Late last year, our industry was very close to securing legislative relief from competitive bidding. Although the proposed legislation was unsuccessful, support has never been stronger to address Medicare policy issues and pass the complex rehab separate benefit legislation. So what is the timeframe for advancement?
Legislation was reintroduced in both the House and Senate in January to essentially make future bids binding through a requirement that necessitates acquisition a bid bond in order to participate in the program. Medicare is also required to verify that all state licensure requirements have been met prior to including a bidder's submission in the bid pool. Our congressional champions are pushing for action on this measure at the earliest opportunity in order to include this reform in the Round 2 recompete bidding process.
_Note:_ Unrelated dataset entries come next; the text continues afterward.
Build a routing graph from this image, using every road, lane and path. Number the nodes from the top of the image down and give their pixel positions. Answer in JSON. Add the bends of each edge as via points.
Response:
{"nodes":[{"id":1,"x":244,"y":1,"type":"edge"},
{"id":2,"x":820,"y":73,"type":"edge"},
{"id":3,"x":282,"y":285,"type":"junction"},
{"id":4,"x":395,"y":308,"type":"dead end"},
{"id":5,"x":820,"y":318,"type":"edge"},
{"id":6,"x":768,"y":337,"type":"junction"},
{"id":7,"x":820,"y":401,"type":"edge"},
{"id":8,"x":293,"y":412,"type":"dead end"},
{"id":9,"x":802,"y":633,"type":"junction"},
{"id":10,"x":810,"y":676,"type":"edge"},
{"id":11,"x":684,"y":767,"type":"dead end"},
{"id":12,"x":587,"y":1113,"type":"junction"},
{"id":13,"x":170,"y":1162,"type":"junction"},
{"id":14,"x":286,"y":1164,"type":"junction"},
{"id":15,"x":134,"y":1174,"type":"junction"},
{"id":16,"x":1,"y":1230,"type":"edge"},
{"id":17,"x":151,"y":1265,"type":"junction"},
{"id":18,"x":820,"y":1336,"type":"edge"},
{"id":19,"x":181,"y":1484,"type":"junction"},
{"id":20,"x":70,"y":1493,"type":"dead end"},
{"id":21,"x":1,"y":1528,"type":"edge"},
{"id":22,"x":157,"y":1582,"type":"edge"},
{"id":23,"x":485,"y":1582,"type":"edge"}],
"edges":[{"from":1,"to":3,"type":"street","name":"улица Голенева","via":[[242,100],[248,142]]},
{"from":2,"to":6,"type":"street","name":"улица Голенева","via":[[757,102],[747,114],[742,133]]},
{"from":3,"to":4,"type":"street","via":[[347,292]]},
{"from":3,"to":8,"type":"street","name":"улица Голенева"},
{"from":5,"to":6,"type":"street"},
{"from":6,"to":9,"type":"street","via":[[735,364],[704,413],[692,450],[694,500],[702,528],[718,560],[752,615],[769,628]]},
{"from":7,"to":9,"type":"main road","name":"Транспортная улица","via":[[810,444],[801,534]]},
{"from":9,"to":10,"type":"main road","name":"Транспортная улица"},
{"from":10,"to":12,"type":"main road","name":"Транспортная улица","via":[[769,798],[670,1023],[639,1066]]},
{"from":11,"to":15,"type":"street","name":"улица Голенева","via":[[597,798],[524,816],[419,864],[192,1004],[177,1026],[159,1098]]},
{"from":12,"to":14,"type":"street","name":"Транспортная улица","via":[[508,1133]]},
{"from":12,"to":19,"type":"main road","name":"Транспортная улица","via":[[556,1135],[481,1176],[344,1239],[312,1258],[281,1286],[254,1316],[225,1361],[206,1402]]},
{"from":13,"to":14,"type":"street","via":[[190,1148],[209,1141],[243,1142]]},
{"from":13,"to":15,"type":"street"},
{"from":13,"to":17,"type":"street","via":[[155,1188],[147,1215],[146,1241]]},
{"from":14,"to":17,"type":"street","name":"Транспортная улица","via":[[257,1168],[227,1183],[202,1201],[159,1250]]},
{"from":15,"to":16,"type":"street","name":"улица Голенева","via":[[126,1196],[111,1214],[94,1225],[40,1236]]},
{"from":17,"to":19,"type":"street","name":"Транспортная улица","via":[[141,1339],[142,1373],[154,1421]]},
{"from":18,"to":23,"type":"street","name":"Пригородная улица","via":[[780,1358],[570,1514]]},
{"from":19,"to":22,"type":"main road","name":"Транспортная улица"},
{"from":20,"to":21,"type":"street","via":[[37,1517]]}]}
Complex Rehab Technology Separate Benefit
Legislation to create a separate benefit category for complex rehab technology (CRT) within the Medicare program is set to be reintroduced early this year in both the House and Senate. This legislation would provide appropriate segregation of CRT products and services to better address the unique needs of these patients. Congressional and consumer group support has been overwhelming. We ended 2014 with bipartisan support, securing 168 cosponsors in the House and 22 cosponsors in the Senate. We also had over 50 national consumer and clinician organizations supporting the bill.
Last year saw CMS expand the current power mobility device (PMD) prior authorization demonstration from the original seven states to a total of 19 States, and issue a proposed rule to apply prior authorization to other items of DME. The results from the PMD demonstration have been positive for CMS, beneficiaries, physicians and providers alike. Having the documentation reviewed on the front end and receiving an affirmative decision from Medicare prior to delivery of the device provides a high level of audit protection. Expanding PMD prior authorization nationally and including all base codes, options and accessories is a top priority.
Audit reform also remains a top priority. At press time, Rep. Renee Ellmers, R-NC, planned to reintroduce her bipartisan audit reform legislation in January. The legislation would:
- Create an improper payment outreach and education program, requiring each MAC to provide training and technical assistance to referral sources and suppliers
- Reduce error rates through target audits by Medicare audit contractors with respect to high-error DME suppliers identified
- Ensure benefit integrity improvement by requiring the secretary of the Department of Health and Human Services to ensure that all medical equipment suppliers are audited at least once in a 24-month period to determine the supplier's payment error rate. The secretary is provided the authority to excuse suppliers with a low payment error rate from further audits for some or all of a 24-month period. Suppliers that fail to respond to more than 5 percent of the audit requests directed at them in a year are subject to a site visit and sanctions
- Require application of timely filing limits to claims subject to payment audits by allowing a timely filing override by the DME MACs for any claims related to an initial claim that is subject to a prepayment or RAC post payment audit
- As stated earlier, there are multiple ways to get these industry priorities passed this year. The one thing that we, as an industry, must continue to focus on is making sure our legislators are well educated and understand the impact these issues will have on your company if not advanced this year. The industry is long overdue for some significant wins on Capitol Hill. I am confident that together we can advance our priorities and make 2015 a positive year for the industry.